Task statement:
Retype the data exactly. Spelling and punctuation stay as they are.

Task data:
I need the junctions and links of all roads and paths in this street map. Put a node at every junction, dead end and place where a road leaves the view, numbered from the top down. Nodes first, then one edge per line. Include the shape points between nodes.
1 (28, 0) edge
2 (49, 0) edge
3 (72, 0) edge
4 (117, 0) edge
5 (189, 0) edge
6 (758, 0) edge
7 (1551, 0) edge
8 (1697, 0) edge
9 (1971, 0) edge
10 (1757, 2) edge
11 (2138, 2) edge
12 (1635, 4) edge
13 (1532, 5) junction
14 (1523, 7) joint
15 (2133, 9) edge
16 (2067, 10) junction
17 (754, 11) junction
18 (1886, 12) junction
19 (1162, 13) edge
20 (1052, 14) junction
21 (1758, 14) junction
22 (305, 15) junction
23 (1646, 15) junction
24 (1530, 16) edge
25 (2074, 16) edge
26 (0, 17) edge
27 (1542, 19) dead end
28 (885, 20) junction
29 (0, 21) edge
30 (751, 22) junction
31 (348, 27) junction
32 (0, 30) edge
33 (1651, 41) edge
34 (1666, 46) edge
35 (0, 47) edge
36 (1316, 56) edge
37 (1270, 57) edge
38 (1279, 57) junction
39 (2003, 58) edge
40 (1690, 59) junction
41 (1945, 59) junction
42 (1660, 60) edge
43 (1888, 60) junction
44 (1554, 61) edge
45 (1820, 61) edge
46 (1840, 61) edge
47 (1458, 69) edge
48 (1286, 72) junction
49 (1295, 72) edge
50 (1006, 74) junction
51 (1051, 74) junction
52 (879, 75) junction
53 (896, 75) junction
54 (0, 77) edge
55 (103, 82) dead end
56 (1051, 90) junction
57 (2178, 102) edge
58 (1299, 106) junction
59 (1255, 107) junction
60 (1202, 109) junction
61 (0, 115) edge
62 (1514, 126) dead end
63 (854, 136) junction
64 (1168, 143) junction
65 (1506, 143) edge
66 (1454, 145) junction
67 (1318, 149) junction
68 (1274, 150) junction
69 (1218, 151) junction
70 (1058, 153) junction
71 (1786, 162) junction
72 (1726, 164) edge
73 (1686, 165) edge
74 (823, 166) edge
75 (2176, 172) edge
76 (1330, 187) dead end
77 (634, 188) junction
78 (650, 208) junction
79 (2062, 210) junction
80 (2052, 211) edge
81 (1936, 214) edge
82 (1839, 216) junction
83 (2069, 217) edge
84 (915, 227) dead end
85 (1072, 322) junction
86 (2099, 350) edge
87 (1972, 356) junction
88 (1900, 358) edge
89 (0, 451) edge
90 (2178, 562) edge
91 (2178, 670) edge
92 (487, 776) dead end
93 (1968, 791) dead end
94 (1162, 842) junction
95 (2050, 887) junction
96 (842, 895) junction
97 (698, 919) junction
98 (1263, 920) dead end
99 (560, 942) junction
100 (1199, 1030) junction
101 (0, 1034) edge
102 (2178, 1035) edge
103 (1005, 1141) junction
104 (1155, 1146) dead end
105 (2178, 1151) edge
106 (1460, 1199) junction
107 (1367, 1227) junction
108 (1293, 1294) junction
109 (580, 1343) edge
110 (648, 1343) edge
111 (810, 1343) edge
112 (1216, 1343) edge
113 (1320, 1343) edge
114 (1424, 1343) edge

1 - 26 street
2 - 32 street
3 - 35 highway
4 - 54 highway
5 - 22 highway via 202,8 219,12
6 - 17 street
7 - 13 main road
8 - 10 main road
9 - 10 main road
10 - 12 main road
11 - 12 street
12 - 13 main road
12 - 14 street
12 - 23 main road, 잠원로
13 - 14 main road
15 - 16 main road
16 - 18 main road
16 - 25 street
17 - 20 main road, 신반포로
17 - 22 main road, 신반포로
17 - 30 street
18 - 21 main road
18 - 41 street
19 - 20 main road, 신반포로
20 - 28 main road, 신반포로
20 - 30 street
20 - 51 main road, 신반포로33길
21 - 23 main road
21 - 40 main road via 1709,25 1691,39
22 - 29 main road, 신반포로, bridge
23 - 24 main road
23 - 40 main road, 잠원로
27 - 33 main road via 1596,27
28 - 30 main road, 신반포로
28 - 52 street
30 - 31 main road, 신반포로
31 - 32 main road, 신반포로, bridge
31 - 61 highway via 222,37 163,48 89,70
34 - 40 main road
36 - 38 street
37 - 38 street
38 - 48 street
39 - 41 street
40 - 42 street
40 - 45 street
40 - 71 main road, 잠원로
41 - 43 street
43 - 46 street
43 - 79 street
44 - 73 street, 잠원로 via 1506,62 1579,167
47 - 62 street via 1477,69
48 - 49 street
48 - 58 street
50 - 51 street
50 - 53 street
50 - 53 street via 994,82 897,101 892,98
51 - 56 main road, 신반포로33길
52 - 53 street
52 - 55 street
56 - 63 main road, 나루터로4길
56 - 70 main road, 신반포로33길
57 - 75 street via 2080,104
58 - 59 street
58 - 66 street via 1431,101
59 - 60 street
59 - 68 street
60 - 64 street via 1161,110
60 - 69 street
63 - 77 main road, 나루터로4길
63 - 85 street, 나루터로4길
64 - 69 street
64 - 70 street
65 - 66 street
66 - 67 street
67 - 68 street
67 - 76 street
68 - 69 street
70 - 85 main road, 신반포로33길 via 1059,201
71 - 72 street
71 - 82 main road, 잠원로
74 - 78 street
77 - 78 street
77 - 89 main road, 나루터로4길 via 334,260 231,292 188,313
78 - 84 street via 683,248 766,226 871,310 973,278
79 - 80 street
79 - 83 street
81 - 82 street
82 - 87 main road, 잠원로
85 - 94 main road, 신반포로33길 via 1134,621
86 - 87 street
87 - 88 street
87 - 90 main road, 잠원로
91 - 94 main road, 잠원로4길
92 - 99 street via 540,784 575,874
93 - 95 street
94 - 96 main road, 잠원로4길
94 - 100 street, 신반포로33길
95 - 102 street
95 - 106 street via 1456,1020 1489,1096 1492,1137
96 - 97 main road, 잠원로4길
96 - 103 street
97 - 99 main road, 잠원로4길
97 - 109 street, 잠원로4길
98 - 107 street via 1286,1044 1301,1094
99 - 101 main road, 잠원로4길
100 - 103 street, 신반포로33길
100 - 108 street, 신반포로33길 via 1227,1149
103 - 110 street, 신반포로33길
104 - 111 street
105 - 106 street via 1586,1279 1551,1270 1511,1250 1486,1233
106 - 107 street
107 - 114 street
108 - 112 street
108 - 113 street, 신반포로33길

Answer space:
I need the junctions and links of all roads and paths in this street map. Put a node at every junction, dead end and place where a road leaves the view, numbered from the top down. Nodes first, then one edge per line. Include the shape points between nodes.
1 (28, 0) edge
2 (49, 0) edge
3 (72, 0) edge
4 (117, 0) edge
5 (189, 0) edge
6 (758, 0) edge
7 (1551, 0) edge
8 (1697, 0) edge
9 (1971, 0) edge
10 (1757, 2) edge
11 (2138, 2) edge
12 (1635, 4) edge
13 (1532, 5) junction
14 (1523, 7) joint
15 (2133, 9) edge
16 (2067, 10) junction
17 (754, 11) junction
18 (1886, 12) junction
19 (1162, 13) edge
20 (1052, 14) junction
21 (1758, 14) junction
22 (305, 15) junction
23 (1646, 15) junction
24 (1530, 16) edge
25 (2074, 16) edge
26 (0, 17) edge
27 (1542, 19) dead end
28 (885, 20) junction
29 (0, 21) edge
30 (751, 22) junction
31 (348, 27) junction
32 (0, 30) edge
33 (1651, 41) edge
34 (1666, 46) edge
35 (0, 47) edge
36 (1316, 56) edge
37 (1270, 57) edge
38 (1279, 57) junction
39 (2003, 58) edge
40 (1690, 59) junction
41 (1945, 59) junction
42 (1660, 60) edge
43 (1888, 60) junction
44 (1554, 61) edge
45 (1820, 61) edge
46 (1840, 61) edge
47 (1458, 69) edge
48 (1286, 72) junction
49 (1295, 72) edge
50 (1006, 74) junction
51 (1051, 74) junction
52 (879, 75) junction
53 (896, 75) junction
54 (0, 77) edge
55 (103, 82) dead end
56 (1051, 90) junction
57 (2178, 102) edge
58 (1299, 106) junction
59 (1255, 107) junction
60 (1202, 109) junction
61 (0, 115) edge
62 (1514, 126) dead end
63 (854, 136) junction
64 (1168, 143) junction
65 (1506, 143) edge
66 (1454, 145) junction
67 (1318, 149) junction
68 (1274, 150) junction
69 (1218, 151) junction
70 (1058, 153) junction
71 (1786, 162) junction
72 (1726, 164) edge
73 (1686, 165) edge
74 (823, 166) edge
75 (2176, 172) edge
76 (1330, 187) dead end
77 (634, 188) junction
78 (650, 208) junction
79 (2062, 210) junction
80 (2052, 211) edge
81 (1936, 214) edge
82 (1839, 216) junction
83 (2069, 217) edge
84 (915, 227) dead end
85 (1072, 322) junction
86 (2099, 350) edge
87 (1972, 356) junction
88 (1900, 358) edge
89 (0, 451) edge
90 (2178, 562) edge
91 (2178, 670) edge
92 (487, 776) dead end
93 (1968, 791) dead end
94 (1162, 842) junction
95 (2050, 887) junction
96 (842, 895) junction
97 (698, 919) junction
98 (1263, 920) dead end
99 (560, 942) junction
100 (1199, 1030) junction
101 (0, 1034) edge
102 (2178, 1035) edge
103 (1005, 1141) junction
104 (1155, 1146) dead end
105 (2178, 1151) edge
106 (1460, 1199) junction
107 (1367, 1227) junction
108 (1293, 1294) junction
109 (580, 1343) edge
110 (648, 1343) edge
111 (810, 1343) edge
112 (1216, 1343) edge
113 (1320, 1343) edge
114 (1424, 1343) edge

1 - 26 street
2 - 32 street
3 - 35 highway
4 - 54 highway
5 - 22 highway via 202,8 219,12
6 - 17 street
7 - 13 main road
8 - 10 main road
9 - 10 main road
10 - 12 main road
11 - 12 street
12 - 13 main road
12 - 14 street
12 - 23 main road, 잠원로
13 - 14 main road
15 - 16 main road
16 - 18 main road
16 - 25 street
17 - 20 main road, 신반포로
17 - 22 main road, 신반포로
17 - 30 street
18 - 21 main road
18 - 41 street
19 - 20 main road, 신반포로
20 - 28 main road, 신반포로
20 - 30 street
20 - 51 main road, 신반포로33길
21 - 23 main road
21 - 40 main road via 1709,25 1691,39
22 - 29 main road, 신반포로, bridge
23 - 24 main road
23 - 40 main road, 잠원로
27 - 33 main road via 1596,27
28 - 30 main road, 신반포로
28 - 52 street
30 - 31 main road, 신반포로
31 - 32 main road, 신반포로, bridge
31 - 61 highway via 222,37 163,48 89,70
34 - 40 main road
36 - 38 street
37 - 38 street
38 - 48 street
39 - 41 street
40 - 42 street
40 - 45 street
40 - 71 main road, 잠원로
41 - 43 street
43 - 46 street
43 - 79 street
44 - 73 street, 잠원로 via 1506,62 1579,167
47 - 62 street via 1477,69
48 - 49 street
48 - 58 street
50 - 51 street
50 - 53 street
50 - 53 street via 994,82 897,101 892,98
51 - 56 main road, 신반포로33길
52 - 53 street
52 - 55 street
56 - 63 main road, 나루터로4길
56 - 70 main road, 신반포로33길
57 - 75 street via 2080,104
58 - 59 street
58 - 66 street via 1431,101
59 - 60 street
59 - 68 street
60 - 64 street via 1161,110
60 - 69 street
63 - 77 main road, 나루터로4길
63 - 85 street, 나루터로4길
64 - 69 street
64 - 70 street
65 - 66 street
66 - 67 street
67 - 68 street
67 - 76 street
68 - 69 street
70 - 85 main road, 신반포로33길 via 1059,201
71 - 72 street
71 - 82 main road, 잠원로
74 - 78 street
77 - 78 street
77 - 89 main road, 나루터로4길 via 334,260 231,292 188,313
78 - 84 street via 683,248 766,226 871,310 973,278
79 - 80 street
79 - 83 street
81 - 82 street
82 - 87 main road, 잠원로
85 - 94 main road, 신반포로33길 via 1134,621
86 - 87 street
87 - 88 street
87 - 90 main road, 잠원로
91 - 94 main road, 잠원로4길
92 - 99 street via 540,784 575,874
93 - 95 street
94 - 96 main road, 잠원로4길
94 - 100 street, 신반포로33길
95 - 102 street
95 - 106 street via 1456,1020 1489,1096 1492,1137
96 - 97 main road, 잠원로4길
96 - 103 street
97 - 99 main road, 잠원로4길
97 - 109 street, 잠원로4길
98 - 107 street via 1286,1044 1301,1094
99 - 101 main road, 잠원로4길
100 - 103 street, 신반포로33길
100 - 108 street, 신반포로33길 via 1227,1149
103 - 110 street, 신반포로33길
104 - 111 street
105 - 106 street via 1586,1279 1551,1270 1511,1250 1486,1233
106 - 107 street
107 - 114 street
108 - 112 street
108 - 113 street, 신반포로33길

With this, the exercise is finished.